Politically speaking, in high profile cases, prosecutors can “stack the deck” to avoid an indictment. Thus, when the Grand Jury fails to indict, it was the Grand Jury’s decision and not the prosecutor’s fault. This allows the prosecutors (who’re often elected) to avoid any responsibility for failing to prosecute.
In the Tamir Rice case, the Grand Jury failed to find probable cause to indict the officer. During that Grand Jury, the Prosecutor went out of their way to call in a “use of force” expert witness, who essentially “rubber stamped” Law Enforcement’s actions. Thus, in essence the Prosecutor presented a case of “justified force” to the Grand Jury and SURPRISE: no indictment.
1) Preliminary Hearings, preform the same job as a Grand Jury in that their purpose is to determine probable cause. However, a preliminary hearing is conducted in open court, before a Judge (who makes the probable cause finding), the accused is present and represented by counsel who can cross-examine witnesses, object to evidence, call defense witnesses and make arguments to the Court.

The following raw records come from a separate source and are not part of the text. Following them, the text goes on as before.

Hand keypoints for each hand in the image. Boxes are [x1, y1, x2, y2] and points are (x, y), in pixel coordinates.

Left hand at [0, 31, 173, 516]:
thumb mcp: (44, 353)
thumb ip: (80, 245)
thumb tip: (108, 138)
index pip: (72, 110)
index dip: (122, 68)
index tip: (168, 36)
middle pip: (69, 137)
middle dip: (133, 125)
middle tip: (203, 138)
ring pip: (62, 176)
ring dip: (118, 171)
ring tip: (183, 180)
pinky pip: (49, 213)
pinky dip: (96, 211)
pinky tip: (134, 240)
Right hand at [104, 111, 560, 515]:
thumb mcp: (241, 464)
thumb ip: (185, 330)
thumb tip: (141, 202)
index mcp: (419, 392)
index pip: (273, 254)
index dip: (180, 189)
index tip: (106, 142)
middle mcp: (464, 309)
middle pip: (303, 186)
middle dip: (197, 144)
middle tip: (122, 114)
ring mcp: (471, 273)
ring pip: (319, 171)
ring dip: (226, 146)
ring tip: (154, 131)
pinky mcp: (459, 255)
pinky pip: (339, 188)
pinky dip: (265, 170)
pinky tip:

2) Don’t use “local” prosecutors. Prosecutors work every single day with law enforcement. Moreover almost every prosecutor’s office has attorneys and or staff who are married/dating law enforcement. Clearly, this presents a conflict of interest, with the “fox guarding the hen house.”
These problems could be mitigated if States create a special group of Prosecutors, perhaps from the Attorney General’s office, who investigates all law enforcement shootings.